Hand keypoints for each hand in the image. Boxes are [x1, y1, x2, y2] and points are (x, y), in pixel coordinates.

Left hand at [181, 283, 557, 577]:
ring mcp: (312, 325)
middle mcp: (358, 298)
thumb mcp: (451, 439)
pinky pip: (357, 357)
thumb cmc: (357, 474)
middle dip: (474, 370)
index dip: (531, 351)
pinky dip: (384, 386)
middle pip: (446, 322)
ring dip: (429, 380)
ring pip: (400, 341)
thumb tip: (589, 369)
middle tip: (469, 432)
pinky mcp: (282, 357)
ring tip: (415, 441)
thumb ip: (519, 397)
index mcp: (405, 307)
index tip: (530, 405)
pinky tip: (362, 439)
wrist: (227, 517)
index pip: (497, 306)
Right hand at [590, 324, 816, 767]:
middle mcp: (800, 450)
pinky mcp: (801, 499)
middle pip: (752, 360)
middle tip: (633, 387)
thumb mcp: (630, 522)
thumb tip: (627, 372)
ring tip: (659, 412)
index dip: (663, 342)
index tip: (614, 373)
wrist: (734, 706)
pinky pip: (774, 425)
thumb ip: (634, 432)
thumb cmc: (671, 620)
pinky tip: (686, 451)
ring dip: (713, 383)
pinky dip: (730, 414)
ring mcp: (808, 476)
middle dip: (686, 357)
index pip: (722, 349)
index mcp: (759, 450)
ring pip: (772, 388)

══════════════════════════════

= Task to complete =
Output the whole listing again, keeping every line identical.

= Written answer =
Hand keypoints for each hand in the image. Boxes are [x1, y1, x2, y2] and points are (x, y), in pixel coordinates.

Left hand at [181, 283, 557, 577]:
ring mcp: (312, 325)
middle mcp: (358, 298)
thumb mcp: (451, 439)
pinky pip: (357, 357)
thumb cmc: (357, 474)
middle dip: (474, 370)
index dip: (531, 351)
pinky dip: (384, 386)
middle pip: (446, 322)
ring dip: (429, 380)
ring pip: (400, 341)
thumb tip: (589, 369)
middle tip: (469, 432)
pinky mcp: (282, 357)
ring tip: (415, 441)
thumb ip: (519, 397)
index mcp: (405, 307)
index tip: (530, 405)
pinky tip: (362, 439)
wrist: (227, 517)
index pip: (497, 306)
Right hand at [590, 324, 816, 767]:
middle mcp: (800, 450)
pinky mcp: (801, 499)
middle pip: (752, 360)
middle tip: (633, 387)
thumb mcp: (630, 522)
thumb tip: (627, 372)
ring tip: (659, 412)
index dip: (663, 342)
index tip: (614, 373)
wrist: (734, 706)
pinky pip: (774, 425)
thumb ip: (634, 432)
thumb cmc: (671, 620)
pinky tip: (686, 451)
ring dip: (713, 383)
pinky dip: (730, 414)
ring mcp: (808, 476)
middle dip: (686, 357)
index pip: (722, 349)
index mcp: (759, 450)
ring pip: (772, 388)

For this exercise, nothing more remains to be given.